What needs to be done: Pick out each line of the records in which the word "meet" appears.

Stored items

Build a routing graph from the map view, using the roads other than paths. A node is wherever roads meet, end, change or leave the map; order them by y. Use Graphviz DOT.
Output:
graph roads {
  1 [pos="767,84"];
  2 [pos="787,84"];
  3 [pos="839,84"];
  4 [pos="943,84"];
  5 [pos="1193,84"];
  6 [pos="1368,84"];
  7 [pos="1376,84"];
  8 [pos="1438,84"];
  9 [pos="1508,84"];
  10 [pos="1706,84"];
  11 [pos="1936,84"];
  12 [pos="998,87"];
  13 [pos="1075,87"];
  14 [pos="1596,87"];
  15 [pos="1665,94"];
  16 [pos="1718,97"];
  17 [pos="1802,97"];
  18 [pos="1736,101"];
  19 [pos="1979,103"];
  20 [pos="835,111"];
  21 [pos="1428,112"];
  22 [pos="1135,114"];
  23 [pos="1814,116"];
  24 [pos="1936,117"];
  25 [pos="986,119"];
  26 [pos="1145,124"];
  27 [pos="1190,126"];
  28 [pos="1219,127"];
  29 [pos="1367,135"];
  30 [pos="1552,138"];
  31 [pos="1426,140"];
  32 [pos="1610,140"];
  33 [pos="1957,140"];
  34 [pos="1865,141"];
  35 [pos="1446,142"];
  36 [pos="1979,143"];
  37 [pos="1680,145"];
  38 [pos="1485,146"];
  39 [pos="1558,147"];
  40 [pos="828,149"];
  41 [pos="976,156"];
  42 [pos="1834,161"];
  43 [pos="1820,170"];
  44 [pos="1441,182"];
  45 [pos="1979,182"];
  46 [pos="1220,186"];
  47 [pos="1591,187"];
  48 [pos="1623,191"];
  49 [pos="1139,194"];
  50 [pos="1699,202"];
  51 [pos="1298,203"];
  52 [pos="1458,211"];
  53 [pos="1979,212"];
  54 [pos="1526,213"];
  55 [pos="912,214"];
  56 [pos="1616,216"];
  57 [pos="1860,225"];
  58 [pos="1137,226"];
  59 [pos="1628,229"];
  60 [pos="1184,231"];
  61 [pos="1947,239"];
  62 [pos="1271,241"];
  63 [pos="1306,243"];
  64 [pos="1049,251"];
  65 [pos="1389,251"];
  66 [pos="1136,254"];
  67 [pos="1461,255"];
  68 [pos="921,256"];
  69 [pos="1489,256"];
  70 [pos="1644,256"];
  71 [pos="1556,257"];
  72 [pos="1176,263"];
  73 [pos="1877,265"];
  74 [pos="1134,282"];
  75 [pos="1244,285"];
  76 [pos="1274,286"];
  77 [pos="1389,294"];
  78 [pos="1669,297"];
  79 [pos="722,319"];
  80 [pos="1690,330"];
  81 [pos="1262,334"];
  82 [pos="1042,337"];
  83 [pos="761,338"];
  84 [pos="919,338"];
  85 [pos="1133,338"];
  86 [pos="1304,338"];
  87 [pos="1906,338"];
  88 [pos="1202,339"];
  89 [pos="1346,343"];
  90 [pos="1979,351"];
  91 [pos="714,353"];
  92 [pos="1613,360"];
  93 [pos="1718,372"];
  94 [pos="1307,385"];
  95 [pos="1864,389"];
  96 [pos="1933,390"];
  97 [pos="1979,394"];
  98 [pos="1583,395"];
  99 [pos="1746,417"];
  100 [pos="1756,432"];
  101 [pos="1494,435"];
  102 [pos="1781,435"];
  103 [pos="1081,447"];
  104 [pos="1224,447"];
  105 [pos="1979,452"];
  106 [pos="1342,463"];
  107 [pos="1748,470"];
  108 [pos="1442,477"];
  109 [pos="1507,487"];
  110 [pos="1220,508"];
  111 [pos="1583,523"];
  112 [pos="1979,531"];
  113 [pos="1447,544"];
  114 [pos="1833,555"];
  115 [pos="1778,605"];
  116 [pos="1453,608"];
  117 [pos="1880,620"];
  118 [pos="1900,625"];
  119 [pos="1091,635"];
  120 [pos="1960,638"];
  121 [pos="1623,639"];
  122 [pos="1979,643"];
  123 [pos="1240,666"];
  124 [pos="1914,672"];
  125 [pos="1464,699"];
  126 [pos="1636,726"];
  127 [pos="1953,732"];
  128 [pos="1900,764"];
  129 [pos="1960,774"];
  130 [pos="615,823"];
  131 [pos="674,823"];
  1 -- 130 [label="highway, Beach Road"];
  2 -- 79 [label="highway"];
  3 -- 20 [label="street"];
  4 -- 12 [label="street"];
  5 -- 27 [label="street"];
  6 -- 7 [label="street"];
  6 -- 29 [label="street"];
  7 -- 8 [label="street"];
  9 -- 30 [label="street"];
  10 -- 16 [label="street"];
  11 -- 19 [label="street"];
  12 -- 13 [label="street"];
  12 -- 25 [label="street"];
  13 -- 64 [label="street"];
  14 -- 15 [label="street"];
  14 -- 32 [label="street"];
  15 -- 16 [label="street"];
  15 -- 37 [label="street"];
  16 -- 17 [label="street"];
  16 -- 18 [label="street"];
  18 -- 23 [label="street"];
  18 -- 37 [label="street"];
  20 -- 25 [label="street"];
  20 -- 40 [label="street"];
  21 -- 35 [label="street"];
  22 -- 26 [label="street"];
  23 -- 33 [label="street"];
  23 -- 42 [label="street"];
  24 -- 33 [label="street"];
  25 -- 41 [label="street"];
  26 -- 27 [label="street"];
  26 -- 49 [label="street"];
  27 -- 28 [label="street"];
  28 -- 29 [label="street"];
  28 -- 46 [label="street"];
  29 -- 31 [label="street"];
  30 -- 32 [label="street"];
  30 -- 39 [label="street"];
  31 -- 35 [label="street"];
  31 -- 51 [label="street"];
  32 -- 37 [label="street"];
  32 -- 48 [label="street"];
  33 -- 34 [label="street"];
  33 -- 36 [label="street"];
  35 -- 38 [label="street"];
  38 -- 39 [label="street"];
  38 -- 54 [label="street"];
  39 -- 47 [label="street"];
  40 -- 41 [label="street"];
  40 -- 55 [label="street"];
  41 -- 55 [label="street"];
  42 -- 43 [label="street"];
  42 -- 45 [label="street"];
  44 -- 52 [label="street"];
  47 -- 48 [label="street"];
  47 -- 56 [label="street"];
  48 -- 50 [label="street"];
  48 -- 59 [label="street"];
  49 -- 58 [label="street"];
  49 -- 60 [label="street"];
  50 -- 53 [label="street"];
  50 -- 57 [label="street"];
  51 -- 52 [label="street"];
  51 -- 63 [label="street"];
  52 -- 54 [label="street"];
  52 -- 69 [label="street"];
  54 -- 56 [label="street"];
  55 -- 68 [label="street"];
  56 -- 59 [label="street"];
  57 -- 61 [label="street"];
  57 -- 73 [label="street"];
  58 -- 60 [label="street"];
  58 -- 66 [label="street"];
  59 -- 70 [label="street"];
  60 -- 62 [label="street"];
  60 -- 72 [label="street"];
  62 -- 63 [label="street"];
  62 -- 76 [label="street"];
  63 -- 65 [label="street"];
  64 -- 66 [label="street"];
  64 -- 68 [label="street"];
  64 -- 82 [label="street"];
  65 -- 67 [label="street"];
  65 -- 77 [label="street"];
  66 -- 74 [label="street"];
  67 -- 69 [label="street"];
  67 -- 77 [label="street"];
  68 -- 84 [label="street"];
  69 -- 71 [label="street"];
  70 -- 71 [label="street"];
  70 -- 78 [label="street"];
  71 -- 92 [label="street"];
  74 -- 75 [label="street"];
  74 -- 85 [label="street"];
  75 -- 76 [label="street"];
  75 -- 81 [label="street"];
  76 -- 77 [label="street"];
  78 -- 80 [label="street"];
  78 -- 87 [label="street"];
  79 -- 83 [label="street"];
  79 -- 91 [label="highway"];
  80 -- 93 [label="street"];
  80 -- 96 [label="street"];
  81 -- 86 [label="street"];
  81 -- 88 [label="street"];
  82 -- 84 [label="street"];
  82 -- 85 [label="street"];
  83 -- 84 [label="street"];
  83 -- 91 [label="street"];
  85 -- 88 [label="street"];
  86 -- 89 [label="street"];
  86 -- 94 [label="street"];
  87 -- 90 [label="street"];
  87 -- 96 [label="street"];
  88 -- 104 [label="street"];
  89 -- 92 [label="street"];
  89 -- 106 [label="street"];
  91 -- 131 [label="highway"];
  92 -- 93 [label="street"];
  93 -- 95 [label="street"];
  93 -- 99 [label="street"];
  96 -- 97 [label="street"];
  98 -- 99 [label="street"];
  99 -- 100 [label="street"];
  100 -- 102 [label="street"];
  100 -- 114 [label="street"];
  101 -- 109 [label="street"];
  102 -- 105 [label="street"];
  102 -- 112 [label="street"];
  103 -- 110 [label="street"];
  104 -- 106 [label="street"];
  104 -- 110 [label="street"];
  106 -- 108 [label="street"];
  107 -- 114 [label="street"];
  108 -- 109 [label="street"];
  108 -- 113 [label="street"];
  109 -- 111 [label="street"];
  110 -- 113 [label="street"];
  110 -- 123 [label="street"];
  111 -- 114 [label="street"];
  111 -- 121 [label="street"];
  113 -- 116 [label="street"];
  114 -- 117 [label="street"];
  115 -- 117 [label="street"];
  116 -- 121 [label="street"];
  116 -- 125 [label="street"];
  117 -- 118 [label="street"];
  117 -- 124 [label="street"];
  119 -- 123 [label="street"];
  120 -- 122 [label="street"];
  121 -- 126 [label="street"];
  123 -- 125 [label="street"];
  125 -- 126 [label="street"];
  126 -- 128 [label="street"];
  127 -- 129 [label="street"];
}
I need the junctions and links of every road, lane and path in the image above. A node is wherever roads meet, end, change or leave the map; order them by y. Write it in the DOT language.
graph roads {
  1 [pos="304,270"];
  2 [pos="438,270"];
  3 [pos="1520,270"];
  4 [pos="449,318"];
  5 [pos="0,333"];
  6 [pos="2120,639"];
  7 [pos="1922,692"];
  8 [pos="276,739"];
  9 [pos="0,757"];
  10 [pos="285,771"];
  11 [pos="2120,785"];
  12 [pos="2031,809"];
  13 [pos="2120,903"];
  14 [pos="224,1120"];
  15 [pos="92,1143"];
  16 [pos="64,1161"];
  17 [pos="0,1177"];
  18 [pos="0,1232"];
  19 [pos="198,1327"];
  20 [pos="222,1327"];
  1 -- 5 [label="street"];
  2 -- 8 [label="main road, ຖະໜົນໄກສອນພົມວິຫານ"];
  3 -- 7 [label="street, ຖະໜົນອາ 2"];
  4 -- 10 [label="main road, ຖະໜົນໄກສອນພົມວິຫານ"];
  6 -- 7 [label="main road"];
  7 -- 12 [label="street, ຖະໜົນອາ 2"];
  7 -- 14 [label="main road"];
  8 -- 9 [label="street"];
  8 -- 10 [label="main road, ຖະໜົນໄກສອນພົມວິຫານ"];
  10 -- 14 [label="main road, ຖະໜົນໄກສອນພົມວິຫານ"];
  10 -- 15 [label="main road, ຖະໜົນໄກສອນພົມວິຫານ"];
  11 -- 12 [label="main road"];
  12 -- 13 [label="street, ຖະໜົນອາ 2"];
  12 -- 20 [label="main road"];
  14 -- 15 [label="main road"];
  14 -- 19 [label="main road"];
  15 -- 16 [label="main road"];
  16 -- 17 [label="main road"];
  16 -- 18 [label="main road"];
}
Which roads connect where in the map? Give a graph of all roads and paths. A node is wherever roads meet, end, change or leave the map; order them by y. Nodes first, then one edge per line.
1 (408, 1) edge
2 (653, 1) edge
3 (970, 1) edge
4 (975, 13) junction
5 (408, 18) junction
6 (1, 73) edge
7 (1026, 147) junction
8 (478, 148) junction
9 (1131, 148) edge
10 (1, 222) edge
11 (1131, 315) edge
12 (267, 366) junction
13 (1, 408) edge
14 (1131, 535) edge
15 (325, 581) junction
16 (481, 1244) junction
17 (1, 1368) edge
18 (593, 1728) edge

Reply to the task:
Build a routing graph from the map view, using the roads other than paths. A node is wherever roads meet, end, change or leave the map; order them by y. Use Graphviz DOT.
I need the junctions and links of every road, lane and path in the image above. A node is wherever roads meet, end, change or leave the map; order them by y. Write it in the DOT language.
Which roads connect where in the map? Give a graph of all roads and paths. A node is wherever roads meet, end, change or leave the map; order them by y. Nodes first, then one edge per line.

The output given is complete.